What is the book about? Every year, NPSIA assesses Canada's place in the world via a Canada Among Nations volume. For the past few years, it has been in partnership with CIGI. The theme of this issue is on learning the lessons from past interventions. Why? Because we have been profoundly frustrated by the mixed results and by the government's refusal to learn lessons.
Afghanistan was supposed to be different, as the government did put together a serious lessons learning exercise. At the end, it was buried--not only have I not been able to access it via Access to Information (my appeal is now more than two years old), but it was also not disseminated to the people making and implementing Canadian foreign and defence policy.
Thus, we decided to take on the task of examining past efforts by Canada to make a difference in the face of starvation, humanitarian disasters, ethnic violence, and terrorism. With the election of Justin Trudeau and a Liberal majority, participation in peacekeeping is likely to come back into vogue. To be clear, the Canadian Forces never stopped deploying, but rather the focus went from UN missions to NATO efforts. Canada has always not just been among nations, as the series title suggests, but in them, seeking to improve the lives of those facing violence, degradation and poverty.

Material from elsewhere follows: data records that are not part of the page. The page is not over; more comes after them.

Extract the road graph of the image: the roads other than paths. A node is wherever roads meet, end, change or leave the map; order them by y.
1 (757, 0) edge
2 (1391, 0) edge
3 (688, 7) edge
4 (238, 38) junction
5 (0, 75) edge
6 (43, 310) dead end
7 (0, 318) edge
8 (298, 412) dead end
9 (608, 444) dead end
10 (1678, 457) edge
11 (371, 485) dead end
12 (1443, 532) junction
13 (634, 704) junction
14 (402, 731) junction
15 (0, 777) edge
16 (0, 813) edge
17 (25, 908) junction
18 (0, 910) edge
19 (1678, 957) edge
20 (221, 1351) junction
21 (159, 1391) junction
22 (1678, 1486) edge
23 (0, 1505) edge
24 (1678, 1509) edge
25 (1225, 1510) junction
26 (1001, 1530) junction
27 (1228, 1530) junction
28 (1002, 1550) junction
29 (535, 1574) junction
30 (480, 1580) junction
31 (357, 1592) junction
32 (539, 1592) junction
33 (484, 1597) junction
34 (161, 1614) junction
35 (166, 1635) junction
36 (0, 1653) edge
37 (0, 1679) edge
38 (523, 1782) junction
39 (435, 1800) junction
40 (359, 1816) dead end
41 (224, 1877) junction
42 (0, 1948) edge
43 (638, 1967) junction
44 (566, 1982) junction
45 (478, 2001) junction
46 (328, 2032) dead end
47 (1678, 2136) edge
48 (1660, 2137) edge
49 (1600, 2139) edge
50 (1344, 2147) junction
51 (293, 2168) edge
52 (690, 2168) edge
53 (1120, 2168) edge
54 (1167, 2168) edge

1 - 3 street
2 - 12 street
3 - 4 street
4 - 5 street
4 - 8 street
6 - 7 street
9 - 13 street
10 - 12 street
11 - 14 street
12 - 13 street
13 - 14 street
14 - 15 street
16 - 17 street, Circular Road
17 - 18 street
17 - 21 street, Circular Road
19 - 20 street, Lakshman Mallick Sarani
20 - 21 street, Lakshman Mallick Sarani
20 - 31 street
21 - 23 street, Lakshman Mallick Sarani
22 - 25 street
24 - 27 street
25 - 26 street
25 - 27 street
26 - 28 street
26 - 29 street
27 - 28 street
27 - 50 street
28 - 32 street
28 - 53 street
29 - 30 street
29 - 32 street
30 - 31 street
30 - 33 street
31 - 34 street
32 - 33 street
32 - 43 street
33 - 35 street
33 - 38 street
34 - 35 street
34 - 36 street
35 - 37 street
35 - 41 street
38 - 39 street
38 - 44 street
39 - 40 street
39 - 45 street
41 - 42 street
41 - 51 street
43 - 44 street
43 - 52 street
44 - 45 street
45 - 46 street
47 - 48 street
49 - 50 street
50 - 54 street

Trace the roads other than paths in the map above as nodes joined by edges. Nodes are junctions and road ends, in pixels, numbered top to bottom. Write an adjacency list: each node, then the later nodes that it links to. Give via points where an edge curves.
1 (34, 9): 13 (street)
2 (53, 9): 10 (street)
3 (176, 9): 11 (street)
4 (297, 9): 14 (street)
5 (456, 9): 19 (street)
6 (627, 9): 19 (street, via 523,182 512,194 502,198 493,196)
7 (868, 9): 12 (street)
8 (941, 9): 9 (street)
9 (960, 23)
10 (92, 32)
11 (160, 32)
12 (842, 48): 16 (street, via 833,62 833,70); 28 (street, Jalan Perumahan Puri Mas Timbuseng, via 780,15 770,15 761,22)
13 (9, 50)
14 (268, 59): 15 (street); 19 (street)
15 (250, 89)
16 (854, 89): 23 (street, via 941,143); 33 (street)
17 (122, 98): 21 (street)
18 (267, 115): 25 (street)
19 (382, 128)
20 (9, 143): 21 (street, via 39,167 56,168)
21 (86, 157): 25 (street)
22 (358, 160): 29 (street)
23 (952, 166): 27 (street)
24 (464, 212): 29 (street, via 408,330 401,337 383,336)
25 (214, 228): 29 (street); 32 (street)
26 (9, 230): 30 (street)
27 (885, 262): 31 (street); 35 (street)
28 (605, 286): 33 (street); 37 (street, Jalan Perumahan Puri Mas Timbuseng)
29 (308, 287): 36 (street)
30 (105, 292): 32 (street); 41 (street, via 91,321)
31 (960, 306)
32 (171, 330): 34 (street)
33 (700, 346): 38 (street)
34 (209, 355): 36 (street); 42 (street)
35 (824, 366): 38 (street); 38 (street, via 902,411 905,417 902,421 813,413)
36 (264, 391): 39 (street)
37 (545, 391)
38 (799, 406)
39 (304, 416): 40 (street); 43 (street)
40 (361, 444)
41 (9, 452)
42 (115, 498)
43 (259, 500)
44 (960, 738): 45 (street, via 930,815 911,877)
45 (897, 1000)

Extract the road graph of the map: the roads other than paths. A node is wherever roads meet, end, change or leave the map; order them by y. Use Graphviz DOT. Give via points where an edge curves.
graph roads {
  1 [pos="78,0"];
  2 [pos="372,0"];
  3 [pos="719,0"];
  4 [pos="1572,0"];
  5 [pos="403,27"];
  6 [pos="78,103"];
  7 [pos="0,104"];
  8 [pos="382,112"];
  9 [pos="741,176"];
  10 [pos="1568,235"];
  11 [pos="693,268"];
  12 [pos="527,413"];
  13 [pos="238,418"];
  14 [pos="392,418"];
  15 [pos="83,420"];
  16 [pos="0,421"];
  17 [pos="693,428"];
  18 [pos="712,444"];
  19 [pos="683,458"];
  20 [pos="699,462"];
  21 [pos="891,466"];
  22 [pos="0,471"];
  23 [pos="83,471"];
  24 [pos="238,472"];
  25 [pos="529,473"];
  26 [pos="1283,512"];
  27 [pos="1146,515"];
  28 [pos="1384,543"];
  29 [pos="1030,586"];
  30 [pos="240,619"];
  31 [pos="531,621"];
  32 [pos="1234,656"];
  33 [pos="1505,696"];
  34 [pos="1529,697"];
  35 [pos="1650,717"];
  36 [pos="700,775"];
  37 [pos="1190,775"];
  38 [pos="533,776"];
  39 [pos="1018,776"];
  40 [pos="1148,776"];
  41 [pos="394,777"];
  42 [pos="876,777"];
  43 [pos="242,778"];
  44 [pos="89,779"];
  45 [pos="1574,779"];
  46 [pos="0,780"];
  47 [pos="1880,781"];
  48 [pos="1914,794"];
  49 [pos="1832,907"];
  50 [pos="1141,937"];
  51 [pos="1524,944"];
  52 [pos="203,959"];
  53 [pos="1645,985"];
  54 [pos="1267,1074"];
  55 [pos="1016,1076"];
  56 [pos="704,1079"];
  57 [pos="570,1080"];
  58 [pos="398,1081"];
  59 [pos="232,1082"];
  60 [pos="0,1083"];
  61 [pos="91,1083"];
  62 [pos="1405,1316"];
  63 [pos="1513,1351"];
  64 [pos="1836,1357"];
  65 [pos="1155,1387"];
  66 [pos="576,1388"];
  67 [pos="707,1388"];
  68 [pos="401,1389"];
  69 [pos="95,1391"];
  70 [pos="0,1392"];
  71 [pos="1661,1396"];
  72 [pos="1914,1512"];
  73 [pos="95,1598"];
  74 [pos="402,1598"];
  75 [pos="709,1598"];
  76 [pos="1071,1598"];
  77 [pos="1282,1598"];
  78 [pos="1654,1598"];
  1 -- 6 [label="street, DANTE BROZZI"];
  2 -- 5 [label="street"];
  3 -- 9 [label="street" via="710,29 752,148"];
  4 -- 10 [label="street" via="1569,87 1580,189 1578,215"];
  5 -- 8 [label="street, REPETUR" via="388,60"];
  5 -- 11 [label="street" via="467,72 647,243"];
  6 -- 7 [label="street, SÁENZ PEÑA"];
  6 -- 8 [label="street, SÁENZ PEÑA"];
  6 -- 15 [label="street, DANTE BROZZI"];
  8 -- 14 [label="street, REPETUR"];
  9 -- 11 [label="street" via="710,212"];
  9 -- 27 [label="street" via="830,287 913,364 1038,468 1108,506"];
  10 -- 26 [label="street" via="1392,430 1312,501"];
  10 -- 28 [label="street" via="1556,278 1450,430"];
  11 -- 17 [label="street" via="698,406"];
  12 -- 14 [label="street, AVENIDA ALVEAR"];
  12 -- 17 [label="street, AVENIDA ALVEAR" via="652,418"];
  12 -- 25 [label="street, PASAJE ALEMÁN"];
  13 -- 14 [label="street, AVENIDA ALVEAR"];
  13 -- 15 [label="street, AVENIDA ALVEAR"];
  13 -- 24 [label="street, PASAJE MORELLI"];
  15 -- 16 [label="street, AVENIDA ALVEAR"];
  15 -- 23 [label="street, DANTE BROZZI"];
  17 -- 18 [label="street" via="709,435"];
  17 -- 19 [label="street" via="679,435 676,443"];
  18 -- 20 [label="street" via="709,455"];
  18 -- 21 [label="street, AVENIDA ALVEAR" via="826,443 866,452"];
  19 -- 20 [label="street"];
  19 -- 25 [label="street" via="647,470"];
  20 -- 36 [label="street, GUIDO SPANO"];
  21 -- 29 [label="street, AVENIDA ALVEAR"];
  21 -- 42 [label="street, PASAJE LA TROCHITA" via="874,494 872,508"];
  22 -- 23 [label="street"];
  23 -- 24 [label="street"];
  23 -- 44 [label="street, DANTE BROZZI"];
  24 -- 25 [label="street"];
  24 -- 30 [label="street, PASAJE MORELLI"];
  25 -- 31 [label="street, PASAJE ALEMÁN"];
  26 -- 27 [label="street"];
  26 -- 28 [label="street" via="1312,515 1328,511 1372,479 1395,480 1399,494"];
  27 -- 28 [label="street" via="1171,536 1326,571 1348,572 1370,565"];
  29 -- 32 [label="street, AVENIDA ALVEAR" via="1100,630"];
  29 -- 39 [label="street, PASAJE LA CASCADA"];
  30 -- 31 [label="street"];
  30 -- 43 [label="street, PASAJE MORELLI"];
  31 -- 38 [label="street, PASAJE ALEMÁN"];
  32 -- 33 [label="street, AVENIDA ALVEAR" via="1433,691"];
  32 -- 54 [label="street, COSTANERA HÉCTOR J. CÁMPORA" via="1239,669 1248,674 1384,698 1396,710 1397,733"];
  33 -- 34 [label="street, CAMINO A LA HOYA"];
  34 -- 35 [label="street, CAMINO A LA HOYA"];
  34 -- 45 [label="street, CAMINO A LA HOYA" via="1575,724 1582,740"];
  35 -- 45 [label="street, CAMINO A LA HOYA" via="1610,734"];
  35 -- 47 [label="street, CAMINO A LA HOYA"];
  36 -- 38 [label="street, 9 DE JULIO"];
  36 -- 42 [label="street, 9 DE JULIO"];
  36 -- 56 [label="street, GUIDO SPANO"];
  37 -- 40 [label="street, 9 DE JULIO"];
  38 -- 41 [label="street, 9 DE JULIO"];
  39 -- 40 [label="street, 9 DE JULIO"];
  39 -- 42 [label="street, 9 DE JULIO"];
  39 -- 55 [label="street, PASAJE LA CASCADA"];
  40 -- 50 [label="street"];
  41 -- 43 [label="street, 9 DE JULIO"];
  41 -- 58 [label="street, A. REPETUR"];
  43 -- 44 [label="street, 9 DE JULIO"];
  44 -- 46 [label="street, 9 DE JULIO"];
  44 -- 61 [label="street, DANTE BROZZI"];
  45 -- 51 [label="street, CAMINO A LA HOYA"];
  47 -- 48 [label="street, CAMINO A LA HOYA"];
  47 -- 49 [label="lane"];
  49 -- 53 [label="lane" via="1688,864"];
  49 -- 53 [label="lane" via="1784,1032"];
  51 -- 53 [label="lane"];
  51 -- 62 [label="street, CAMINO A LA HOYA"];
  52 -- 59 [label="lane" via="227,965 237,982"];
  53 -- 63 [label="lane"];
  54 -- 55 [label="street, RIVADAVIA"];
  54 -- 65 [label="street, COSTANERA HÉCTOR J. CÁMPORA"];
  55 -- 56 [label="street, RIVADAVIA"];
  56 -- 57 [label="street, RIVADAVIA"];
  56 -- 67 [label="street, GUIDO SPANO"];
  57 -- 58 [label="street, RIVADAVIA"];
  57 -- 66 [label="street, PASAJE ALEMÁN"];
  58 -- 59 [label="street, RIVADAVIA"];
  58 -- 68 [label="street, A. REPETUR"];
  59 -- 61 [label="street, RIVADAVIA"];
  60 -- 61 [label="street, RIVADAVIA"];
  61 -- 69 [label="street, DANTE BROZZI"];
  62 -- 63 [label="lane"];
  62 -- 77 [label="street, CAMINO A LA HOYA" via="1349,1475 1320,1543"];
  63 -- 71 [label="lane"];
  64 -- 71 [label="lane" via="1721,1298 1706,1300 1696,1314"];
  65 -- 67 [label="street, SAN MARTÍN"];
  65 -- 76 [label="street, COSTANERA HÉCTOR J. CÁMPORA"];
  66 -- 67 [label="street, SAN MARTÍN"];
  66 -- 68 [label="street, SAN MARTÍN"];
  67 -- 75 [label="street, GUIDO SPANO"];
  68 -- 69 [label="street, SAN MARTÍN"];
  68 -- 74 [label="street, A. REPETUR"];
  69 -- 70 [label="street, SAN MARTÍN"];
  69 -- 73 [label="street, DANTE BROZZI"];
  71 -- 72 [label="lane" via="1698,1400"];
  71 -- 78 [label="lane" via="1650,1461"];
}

The volume addresses the legacies of the Somalia mission, legal challenges of the Libya mission, Canada's efforts to shape events in the Arab world, the domestic politics of the Afghanistan mission and operations down range, police training in Haiti, and intervention in the form of foreign aid. Thematic chapters focus on gender in the Canadian Armed Forces, Responsibility to Protect in practice, Harper's interventions, and the challenges of intervening in the future with an older society facing the problems of a younger world.
Our book lacks a conclusion because we want people to draw their own conclusions. What did I conclude from this effort? That humility needs to be a key theme in Canadian foreign/defence policy:
- Canada cannot and will not operate by itself anywhere, and can only send a fragment of what is needed to complete any operation. But Canada almost always shows up when allies call up on it.
- Good intentions need to be carefully examined for their practical impact. Feeding people is a great aim, but it could alter existing power relations as food aid becomes a commodity in the war economy.
- Agencies can vary widely even when they aspire towards the same goal. Improving the position of women in one's agency meant very different processes, goals and doctrines in foreign affairs and in the Canadian Armed Forces.
- Staying out of a conflict has consequences, too.
- Canada is just about as impatient as any other democracy. Police training, for instance, does not happen overnight.
- How we frame our policies can shape how effective they are.
- Being responsible is really hard and very complicated.
What did I learn in the course of shepherding this volume along with Fen Hampson?
- Canadian scholarship on international affairs has a great future, as about half of the contributors represent the next generation, and they do awesome work.
- Producing a volume with half of the chapters written by women is actually quite easy as there are many smart women doing terrific work on Canadian foreign and defence policy. Indeed, it would have required real effort to come up with an all male set of contributors.
- Canada is a far more interesting and dynamic actor in international affairs than I had thought when I first moved here. It has its metaphorical hands in heaps of metaphorical pies around the world.
Congrats Steve. This part looks very intriguing: "How we frame our policies can shape how effective they are."
This is the lesson from the foreign aid chapter. Framing aid as security tended to lead to less effective aid.